Task statement |
Using the records below, quote only the span that opens with the line containing "ring tip: (263, 245)" and closes with the line containing "thumb tip: (395, 493)", exactly and inclusively.

Information given |
-----

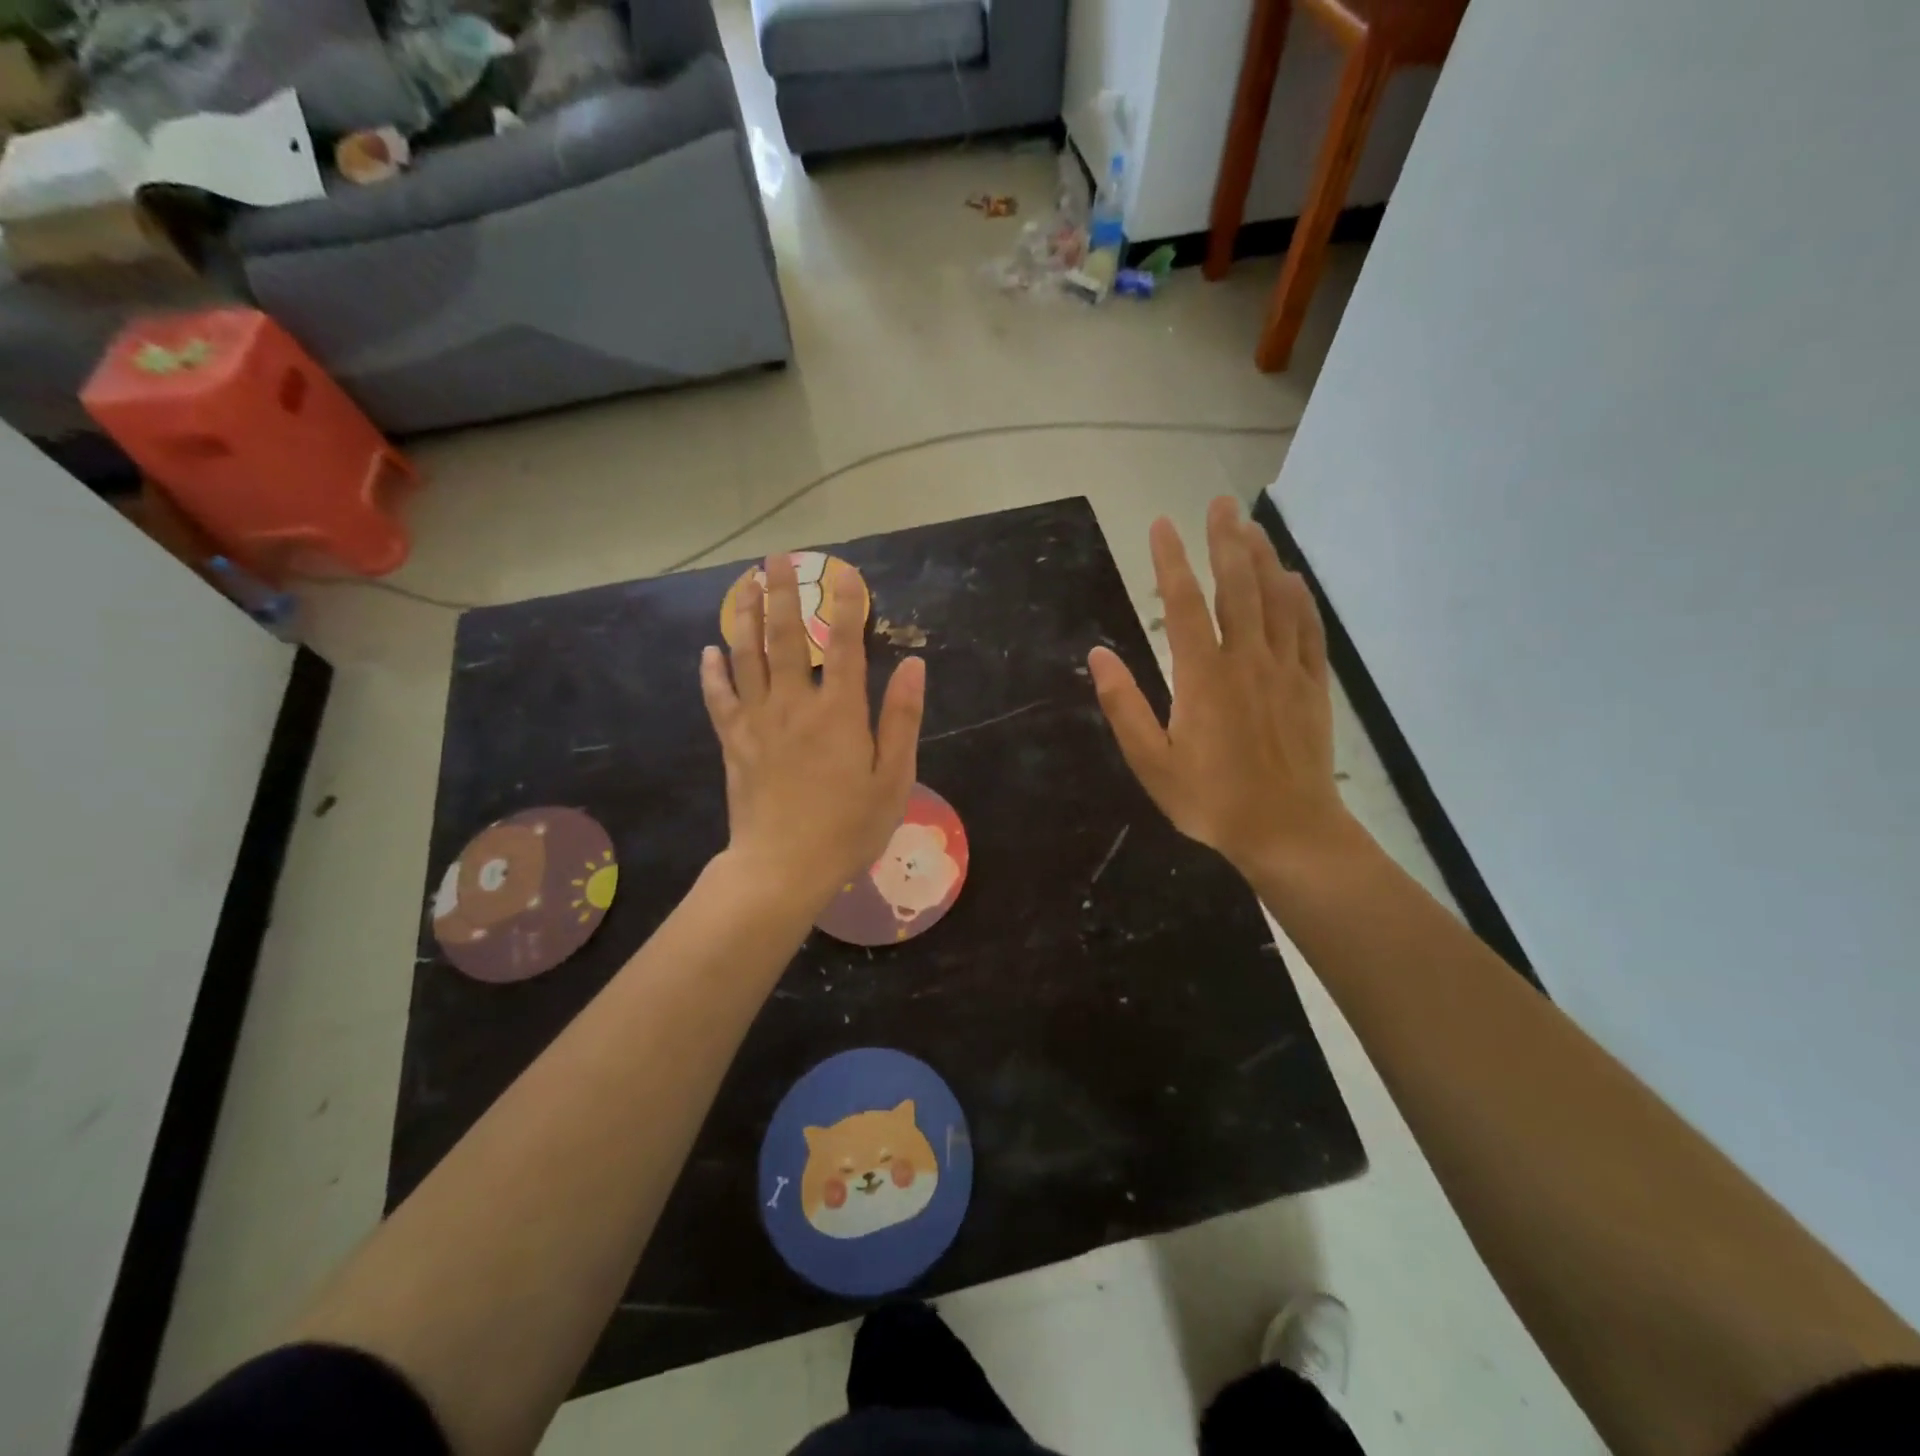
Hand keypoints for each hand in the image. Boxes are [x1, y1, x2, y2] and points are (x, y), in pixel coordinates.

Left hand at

-----

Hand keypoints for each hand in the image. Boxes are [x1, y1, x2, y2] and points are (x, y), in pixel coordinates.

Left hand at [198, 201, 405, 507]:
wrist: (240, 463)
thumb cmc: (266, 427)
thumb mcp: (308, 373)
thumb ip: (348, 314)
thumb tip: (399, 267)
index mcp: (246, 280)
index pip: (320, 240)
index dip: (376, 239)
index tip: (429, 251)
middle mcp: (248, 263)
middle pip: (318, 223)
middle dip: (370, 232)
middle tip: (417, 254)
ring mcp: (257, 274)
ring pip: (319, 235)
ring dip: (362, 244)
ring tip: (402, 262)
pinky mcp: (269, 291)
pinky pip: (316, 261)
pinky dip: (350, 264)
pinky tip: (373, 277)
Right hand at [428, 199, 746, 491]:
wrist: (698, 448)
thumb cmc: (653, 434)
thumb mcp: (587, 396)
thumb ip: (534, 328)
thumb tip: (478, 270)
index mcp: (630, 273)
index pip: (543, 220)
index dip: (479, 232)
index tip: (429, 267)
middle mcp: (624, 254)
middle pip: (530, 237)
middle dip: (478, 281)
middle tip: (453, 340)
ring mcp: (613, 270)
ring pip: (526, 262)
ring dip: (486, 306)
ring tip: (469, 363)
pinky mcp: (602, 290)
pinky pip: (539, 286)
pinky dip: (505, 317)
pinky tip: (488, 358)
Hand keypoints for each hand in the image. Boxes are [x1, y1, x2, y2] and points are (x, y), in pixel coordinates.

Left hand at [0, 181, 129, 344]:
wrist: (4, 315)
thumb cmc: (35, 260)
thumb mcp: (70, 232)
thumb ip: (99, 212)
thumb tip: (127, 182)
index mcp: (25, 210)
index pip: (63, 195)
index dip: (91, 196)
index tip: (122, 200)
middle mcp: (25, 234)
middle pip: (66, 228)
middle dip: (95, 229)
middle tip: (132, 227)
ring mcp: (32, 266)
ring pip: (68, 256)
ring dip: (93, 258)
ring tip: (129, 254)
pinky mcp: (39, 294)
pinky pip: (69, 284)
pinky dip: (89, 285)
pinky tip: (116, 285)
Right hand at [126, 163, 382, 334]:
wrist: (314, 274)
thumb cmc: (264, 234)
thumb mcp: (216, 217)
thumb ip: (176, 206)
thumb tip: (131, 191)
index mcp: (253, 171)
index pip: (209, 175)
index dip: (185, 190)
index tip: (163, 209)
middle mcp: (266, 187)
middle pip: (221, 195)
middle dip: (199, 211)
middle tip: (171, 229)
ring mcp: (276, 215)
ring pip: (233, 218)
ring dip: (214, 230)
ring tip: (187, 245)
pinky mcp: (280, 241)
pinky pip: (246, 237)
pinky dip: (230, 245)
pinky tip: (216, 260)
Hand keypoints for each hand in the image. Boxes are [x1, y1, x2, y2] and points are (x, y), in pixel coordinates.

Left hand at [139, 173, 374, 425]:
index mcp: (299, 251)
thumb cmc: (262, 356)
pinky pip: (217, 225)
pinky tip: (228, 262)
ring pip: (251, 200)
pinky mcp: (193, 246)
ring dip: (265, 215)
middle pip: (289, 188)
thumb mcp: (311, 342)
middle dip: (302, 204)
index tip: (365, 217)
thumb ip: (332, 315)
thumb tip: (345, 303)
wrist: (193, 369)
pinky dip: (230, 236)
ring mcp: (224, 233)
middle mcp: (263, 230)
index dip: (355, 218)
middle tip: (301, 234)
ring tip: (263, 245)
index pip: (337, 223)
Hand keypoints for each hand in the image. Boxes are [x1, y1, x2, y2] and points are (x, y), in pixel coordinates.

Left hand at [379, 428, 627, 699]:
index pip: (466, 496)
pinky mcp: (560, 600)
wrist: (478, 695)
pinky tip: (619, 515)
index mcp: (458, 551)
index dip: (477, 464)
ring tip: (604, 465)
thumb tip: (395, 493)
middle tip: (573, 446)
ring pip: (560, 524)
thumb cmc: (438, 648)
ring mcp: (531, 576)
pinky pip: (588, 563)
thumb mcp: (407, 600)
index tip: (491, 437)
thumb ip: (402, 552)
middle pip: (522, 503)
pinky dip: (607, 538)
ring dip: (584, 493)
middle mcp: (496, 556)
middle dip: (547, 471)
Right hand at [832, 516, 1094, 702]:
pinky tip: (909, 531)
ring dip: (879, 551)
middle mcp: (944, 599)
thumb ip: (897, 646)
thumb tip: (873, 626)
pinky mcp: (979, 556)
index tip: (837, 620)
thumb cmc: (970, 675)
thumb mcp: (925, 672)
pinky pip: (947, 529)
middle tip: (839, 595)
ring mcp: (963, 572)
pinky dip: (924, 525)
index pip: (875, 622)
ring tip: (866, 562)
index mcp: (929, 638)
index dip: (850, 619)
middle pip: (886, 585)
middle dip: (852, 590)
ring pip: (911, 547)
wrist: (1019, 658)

-----

Solution to this problem |
ring tip: (263, 245)
index pip: (337, 223)
Hand keypoints for each hand in the image. Boxes are [x1, y1, x2, y2] and points are (x, y), in pixel coordinates.

Left hand at [379, 428, 627, 699]:
index pip: (466, 496)
pinky mcp: (560, 600)
wrist: (478, 695)
pinky tip: (619, 515)
index mcp: (458, 551)
index dip: (477, 464)
ring tip: (604, 465)
thumb tip: (395, 493)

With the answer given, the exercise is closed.